### TASK INPUTS ###

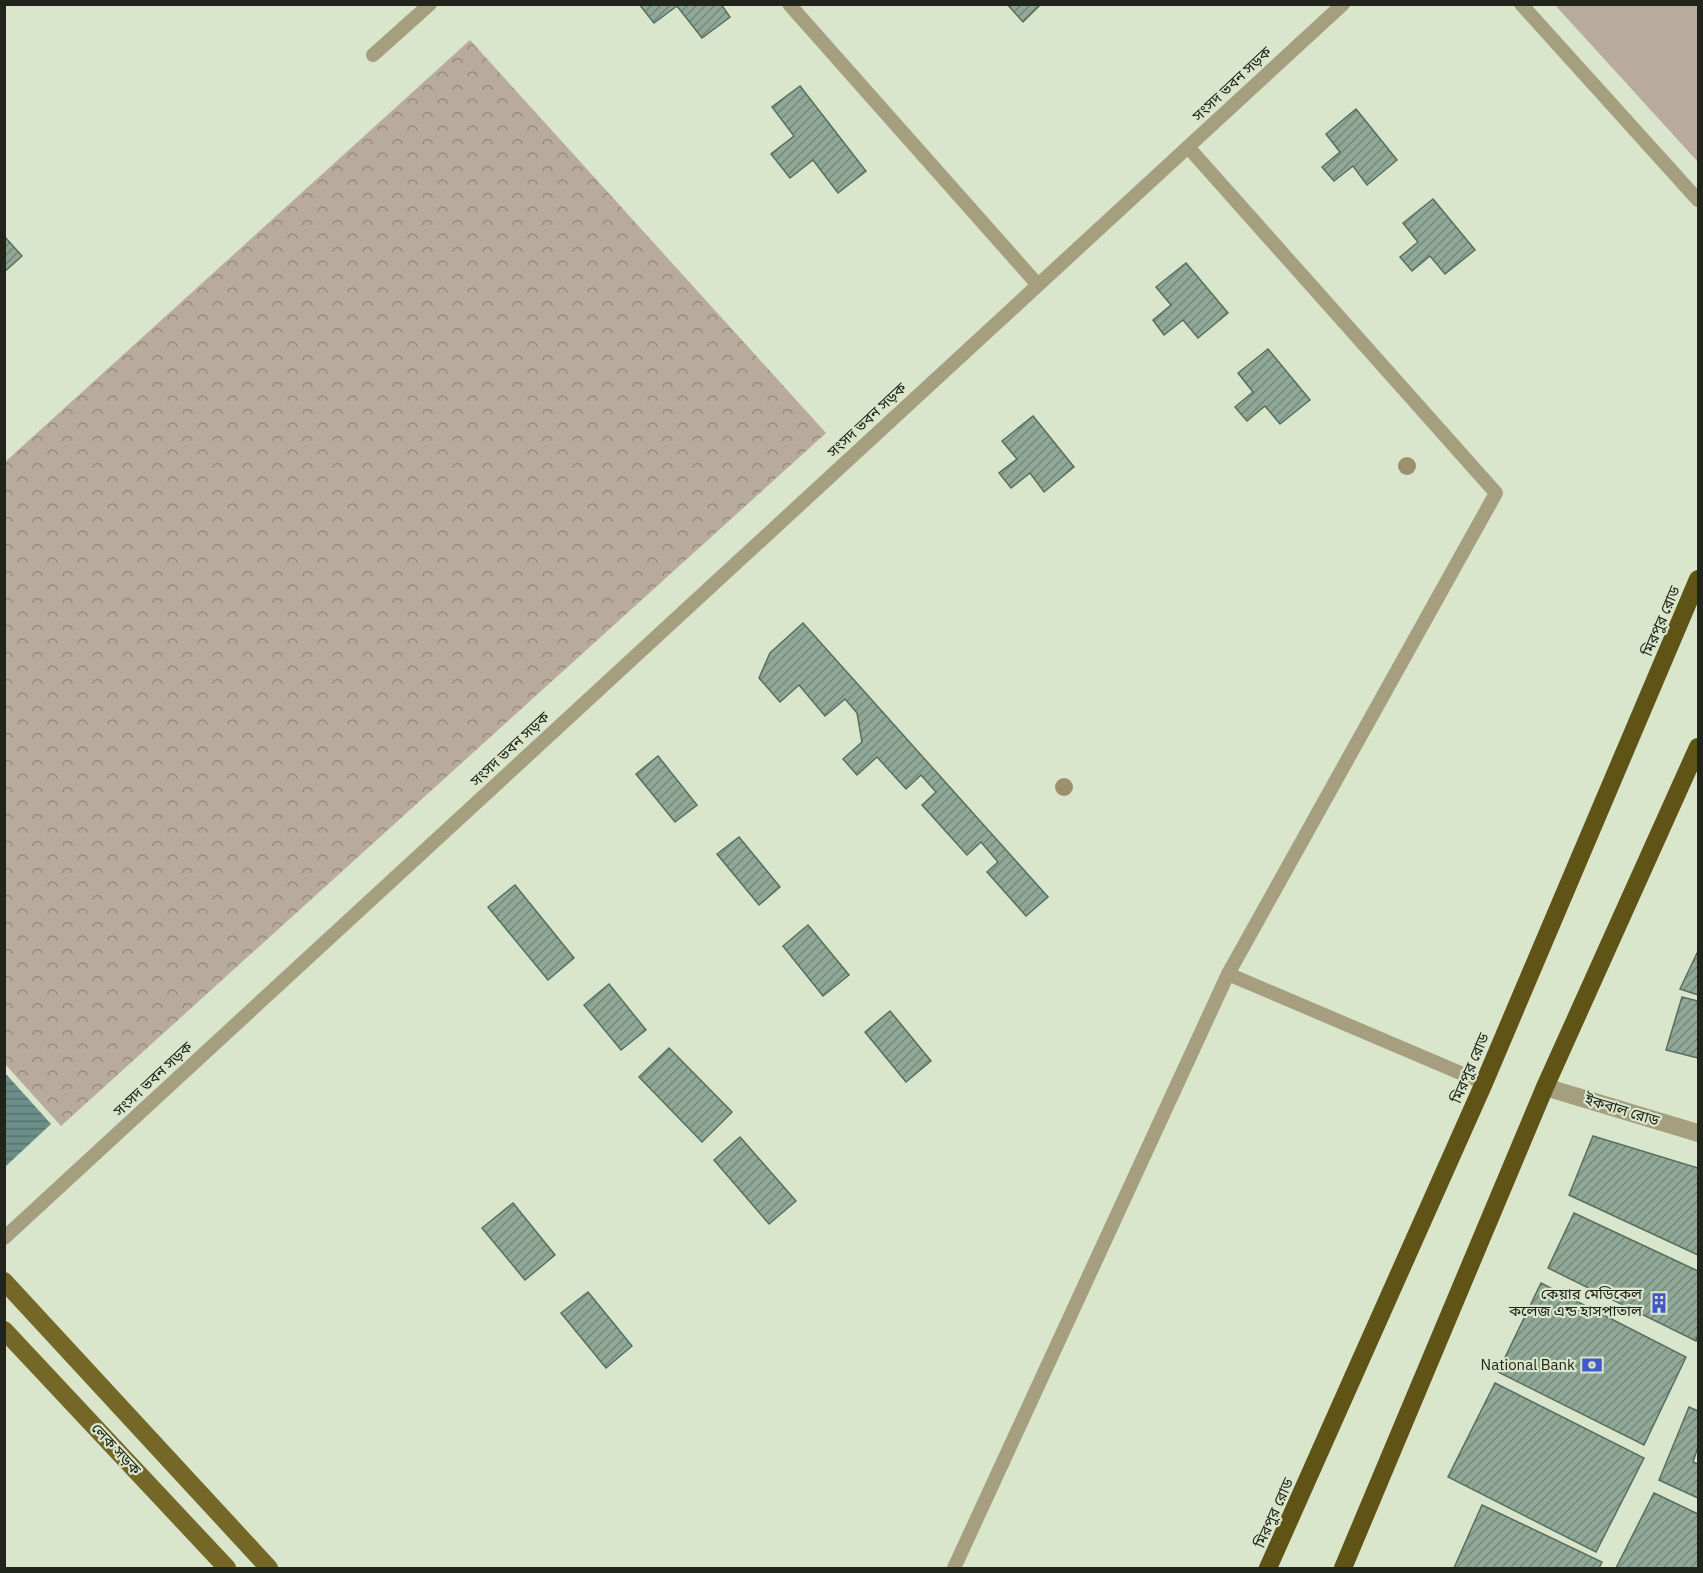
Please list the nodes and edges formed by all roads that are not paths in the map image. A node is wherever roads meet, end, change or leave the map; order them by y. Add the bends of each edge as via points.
1 (430, 4) edge
2 (789, 4) edge
3 (1343, 4) edge
4 (1521, 4) edge
5 (373, 55) dead end
6 (1188, 147) junction
7 (1698, 200) edge
8 (1038, 285) junction
9 (1698, 579) edge
10 (1698, 747) edge
11 (1228, 974) junction
12 (1484, 1083) junction
13 (1545, 1087) junction
14 (1698, 1133) edge
15 (4, 1238) edge
16 (4, 1281) edge
17 (4, 1330) edge
18 (227, 1569) edge
19 (269, 1569) edge
20 (954, 1569) edge
21 (1268, 1569) edge
22 (1343, 1569) edge

1 - 5 lane
2 - 8 lane
3 - 6 lane, সংসদ ভবন সড়ক
4 - 7 lane
6 - 8 lane, সংসদ ভবন সড়ক
6 - 11 lane via 1496,493
8 - 15 lane, সংসদ ভবন সড়ক
9 - 12 highway, মিরপুর রোড
10 - 13 highway
11 - 12 lane
11 - 20 lane
12 - 21 highway, মিরপুর রোড
13 - 14 street, ইকবাল রোড
13 - 22 highway
16 - 19 main road
17 - 18 main road, লেক সড়ক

###

TASK GOAL:
Repeat everything in the entries above word for word, excluding the images.

FINISHED EXERCISE:
Please list the nodes and edges formed by all roads that are not paths in the map image. A node is wherever roads meet, end, change or leave the map; order them by y. Add the bends of each edge as via points.
1 (430, 4) edge
2 (789, 4) edge
3 (1343, 4) edge
4 (1521, 4) edge
5 (373, 55) dead end
6 (1188, 147) junction
7 (1698, 200) edge
8 (1038, 285) junction
9 (1698, 579) edge
10 (1698, 747) edge
11 (1228, 974) junction
12 (1484, 1083) junction
13 (1545, 1087) junction
14 (1698, 1133) edge
15 (4, 1238) edge
16 (4, 1281) edge
17 (4, 1330) edge
18 (227, 1569) edge
19 (269, 1569) edge
20 (954, 1569) edge
21 (1268, 1569) edge
22 (1343, 1569) edge

1 - 5 lane
2 - 8 lane
3 - 6 lane, সংসদ ভবন সড়ক
4 - 7 lane
6 - 8 lane, সংসদ ভবন সড়ক
6 - 11 lane via 1496,493
8 - 15 lane, সংসদ ভবন সড়ক
9 - 12 highway, মিরপুর রোড
10 - 13 highway
11 - 12 lane
11 - 20 lane
12 - 21 highway, মিরপুর রোড
13 - 14 street, ইকবাল রোড
13 - 22 highway
16 - 19 main road
17 - 18 main road, লেক সড়ক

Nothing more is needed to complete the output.